(SOURCE MATERIAL)

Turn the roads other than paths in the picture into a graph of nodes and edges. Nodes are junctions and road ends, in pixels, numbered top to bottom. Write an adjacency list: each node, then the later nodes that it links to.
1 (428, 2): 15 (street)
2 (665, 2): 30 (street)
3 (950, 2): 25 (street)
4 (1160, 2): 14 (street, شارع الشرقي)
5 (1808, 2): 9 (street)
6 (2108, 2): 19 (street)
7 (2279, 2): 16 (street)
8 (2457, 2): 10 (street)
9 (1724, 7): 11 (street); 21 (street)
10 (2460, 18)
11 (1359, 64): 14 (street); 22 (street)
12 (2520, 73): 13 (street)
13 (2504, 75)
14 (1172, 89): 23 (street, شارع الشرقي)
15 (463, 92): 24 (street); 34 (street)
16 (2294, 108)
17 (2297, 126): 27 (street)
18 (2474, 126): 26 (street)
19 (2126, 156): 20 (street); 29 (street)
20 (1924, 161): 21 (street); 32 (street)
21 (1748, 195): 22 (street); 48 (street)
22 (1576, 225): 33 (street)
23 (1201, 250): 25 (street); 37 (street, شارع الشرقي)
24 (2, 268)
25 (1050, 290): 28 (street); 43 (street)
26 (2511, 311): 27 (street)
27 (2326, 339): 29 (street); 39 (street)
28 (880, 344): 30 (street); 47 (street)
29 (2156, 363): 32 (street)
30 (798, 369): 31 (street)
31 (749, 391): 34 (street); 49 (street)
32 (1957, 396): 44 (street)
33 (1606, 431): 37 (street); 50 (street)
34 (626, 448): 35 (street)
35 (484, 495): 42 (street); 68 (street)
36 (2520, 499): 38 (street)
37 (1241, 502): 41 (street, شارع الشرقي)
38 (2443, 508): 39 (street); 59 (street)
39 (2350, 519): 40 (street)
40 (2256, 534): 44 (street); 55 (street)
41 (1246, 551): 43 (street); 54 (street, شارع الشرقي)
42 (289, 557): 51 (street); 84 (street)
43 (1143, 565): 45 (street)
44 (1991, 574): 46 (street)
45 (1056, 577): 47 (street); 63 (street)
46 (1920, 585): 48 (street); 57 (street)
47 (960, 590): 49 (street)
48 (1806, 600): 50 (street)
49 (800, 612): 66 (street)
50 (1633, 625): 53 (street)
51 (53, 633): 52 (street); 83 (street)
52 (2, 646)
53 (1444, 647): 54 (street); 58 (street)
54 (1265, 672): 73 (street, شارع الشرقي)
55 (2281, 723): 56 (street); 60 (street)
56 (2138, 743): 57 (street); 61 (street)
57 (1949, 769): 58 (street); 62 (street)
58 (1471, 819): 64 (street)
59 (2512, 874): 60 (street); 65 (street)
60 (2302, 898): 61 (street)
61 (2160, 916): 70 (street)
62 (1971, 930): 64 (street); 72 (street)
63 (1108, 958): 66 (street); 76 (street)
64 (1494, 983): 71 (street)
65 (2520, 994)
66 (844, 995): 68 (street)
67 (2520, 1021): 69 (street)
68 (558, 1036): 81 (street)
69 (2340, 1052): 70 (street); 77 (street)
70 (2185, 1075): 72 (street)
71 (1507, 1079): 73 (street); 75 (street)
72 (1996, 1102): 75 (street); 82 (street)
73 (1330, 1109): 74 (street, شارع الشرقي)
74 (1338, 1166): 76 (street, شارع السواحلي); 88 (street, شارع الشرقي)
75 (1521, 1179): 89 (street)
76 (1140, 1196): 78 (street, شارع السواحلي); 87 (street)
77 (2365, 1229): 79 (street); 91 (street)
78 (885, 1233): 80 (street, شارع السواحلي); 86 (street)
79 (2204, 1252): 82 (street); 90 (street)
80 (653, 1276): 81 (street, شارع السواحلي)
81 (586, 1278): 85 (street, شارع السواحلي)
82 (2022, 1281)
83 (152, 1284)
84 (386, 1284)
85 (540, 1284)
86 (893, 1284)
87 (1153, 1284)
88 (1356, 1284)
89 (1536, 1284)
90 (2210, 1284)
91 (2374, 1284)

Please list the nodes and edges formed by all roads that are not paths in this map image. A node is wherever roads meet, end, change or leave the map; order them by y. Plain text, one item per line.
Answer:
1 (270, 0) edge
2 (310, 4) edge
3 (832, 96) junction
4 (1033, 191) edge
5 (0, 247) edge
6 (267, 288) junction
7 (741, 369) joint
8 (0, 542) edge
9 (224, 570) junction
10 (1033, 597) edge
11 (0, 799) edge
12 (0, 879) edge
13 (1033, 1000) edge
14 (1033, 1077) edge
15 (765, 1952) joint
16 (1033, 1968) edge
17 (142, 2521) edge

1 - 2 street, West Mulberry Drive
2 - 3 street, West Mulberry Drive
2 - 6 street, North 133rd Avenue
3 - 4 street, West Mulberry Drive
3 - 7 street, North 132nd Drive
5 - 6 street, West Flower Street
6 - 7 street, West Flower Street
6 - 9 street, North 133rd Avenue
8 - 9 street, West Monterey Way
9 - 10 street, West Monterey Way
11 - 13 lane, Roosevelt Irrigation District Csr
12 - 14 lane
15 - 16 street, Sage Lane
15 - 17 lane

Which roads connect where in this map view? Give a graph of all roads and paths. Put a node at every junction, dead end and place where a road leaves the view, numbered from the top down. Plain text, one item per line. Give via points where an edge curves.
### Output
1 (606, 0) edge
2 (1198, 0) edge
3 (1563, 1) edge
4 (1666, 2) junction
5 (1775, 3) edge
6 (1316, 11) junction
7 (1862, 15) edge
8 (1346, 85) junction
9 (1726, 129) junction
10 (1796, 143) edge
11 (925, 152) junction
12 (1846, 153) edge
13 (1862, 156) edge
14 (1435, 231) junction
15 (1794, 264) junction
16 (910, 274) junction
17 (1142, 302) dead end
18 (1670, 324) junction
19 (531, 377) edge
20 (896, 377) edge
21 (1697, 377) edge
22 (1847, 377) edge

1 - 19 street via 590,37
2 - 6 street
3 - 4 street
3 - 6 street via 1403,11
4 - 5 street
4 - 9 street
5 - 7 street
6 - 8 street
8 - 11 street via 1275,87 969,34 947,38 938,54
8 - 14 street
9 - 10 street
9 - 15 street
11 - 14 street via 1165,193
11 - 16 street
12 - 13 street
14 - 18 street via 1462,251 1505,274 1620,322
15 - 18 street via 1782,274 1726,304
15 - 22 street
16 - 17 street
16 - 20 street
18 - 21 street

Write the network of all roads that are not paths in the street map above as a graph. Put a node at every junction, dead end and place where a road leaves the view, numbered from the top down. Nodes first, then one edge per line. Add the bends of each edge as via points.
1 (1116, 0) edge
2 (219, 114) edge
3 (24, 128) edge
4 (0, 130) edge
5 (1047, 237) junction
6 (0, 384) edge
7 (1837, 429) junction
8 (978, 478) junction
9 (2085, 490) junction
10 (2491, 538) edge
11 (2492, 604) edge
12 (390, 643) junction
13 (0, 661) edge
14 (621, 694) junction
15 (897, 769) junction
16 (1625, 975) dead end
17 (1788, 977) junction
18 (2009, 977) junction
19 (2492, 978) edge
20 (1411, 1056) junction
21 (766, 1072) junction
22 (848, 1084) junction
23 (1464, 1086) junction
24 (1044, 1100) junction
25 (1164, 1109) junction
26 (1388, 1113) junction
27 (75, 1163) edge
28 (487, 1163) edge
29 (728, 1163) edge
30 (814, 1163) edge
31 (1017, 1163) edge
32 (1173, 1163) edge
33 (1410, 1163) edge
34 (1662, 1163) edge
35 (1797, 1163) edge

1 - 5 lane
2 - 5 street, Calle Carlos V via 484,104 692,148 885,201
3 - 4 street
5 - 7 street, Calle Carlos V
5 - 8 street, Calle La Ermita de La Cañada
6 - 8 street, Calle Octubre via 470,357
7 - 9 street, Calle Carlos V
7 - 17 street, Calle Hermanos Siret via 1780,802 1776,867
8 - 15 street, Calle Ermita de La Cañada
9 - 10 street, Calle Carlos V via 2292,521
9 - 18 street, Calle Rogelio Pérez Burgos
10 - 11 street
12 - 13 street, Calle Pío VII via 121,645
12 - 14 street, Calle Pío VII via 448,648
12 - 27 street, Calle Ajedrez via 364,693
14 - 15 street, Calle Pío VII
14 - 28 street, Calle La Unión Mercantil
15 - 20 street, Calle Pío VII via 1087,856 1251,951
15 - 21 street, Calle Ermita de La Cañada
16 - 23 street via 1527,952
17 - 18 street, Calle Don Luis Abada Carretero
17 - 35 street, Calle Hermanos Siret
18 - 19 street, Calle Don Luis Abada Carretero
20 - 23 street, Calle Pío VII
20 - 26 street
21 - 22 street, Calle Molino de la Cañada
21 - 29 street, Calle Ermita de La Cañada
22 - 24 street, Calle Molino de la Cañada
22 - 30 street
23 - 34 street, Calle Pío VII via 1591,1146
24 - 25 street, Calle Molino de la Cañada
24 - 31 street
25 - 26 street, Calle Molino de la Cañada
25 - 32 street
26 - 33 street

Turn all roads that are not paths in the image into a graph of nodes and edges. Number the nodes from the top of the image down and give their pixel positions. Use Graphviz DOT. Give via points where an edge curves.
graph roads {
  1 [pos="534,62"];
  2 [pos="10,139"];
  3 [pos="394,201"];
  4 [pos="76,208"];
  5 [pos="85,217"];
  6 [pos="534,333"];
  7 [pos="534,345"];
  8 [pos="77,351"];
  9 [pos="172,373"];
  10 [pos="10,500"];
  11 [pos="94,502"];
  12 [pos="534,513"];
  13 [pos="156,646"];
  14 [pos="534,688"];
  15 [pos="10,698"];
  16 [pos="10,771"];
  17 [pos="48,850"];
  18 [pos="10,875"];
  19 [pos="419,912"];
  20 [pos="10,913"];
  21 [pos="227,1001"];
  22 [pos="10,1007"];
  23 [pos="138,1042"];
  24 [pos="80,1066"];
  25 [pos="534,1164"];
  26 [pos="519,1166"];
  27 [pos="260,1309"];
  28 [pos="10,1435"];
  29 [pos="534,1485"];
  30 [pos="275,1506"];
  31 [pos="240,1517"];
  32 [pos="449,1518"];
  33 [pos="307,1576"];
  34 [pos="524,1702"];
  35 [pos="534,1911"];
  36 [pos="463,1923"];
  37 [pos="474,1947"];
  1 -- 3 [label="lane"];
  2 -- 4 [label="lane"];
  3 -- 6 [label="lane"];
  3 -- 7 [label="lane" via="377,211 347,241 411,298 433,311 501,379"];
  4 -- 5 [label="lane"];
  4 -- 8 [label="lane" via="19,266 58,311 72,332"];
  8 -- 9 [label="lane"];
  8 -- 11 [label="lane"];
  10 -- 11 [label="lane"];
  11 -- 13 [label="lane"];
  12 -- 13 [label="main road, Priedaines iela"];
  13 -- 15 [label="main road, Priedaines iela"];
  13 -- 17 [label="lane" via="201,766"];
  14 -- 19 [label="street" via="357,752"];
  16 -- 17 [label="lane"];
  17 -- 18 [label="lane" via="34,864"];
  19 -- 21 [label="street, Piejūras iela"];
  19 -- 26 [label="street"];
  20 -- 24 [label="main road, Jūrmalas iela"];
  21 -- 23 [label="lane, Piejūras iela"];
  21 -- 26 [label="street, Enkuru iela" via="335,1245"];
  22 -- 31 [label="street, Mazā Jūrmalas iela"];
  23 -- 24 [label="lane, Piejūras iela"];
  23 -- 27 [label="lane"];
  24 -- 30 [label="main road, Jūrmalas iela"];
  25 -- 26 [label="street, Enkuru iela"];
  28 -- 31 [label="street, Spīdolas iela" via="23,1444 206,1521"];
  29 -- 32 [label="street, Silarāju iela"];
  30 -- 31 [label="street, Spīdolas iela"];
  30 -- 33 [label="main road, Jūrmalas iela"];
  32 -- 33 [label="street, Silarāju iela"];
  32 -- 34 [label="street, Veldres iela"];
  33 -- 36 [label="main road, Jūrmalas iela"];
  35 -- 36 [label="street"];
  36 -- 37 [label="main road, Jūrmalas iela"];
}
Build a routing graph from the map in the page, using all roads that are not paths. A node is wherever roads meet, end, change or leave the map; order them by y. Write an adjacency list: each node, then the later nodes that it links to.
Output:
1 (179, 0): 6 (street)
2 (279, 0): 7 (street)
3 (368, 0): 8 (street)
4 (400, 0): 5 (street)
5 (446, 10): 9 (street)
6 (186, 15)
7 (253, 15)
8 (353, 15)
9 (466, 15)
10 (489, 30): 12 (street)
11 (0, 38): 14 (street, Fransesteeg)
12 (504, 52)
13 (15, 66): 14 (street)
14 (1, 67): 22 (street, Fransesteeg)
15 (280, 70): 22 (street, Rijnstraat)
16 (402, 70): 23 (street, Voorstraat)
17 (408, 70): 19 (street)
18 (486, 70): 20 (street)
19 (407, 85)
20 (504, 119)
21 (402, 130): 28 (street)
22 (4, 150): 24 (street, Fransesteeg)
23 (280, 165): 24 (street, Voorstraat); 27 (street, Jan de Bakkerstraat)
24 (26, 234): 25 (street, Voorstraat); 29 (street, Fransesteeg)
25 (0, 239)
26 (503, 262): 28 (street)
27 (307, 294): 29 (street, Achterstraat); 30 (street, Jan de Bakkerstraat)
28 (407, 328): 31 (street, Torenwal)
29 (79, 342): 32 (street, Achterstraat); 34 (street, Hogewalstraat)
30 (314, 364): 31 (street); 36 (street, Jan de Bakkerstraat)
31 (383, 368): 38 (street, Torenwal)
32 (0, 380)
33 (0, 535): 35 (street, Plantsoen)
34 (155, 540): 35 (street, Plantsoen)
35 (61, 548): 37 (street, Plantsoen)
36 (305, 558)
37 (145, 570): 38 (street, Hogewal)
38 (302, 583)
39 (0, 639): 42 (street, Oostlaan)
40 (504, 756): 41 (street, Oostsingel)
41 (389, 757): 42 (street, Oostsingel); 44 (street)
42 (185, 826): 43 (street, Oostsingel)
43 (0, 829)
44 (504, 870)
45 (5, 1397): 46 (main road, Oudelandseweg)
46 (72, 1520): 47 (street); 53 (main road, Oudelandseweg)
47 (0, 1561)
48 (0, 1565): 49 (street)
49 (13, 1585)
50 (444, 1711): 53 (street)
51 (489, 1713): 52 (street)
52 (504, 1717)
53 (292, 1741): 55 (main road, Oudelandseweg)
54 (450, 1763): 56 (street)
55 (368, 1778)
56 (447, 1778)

(End SOURCE MATERIAL)

REQUIREMENT
Number of lines above containing the word "Piejūras": state it and add nothing else.

YOUR RESPONSE
3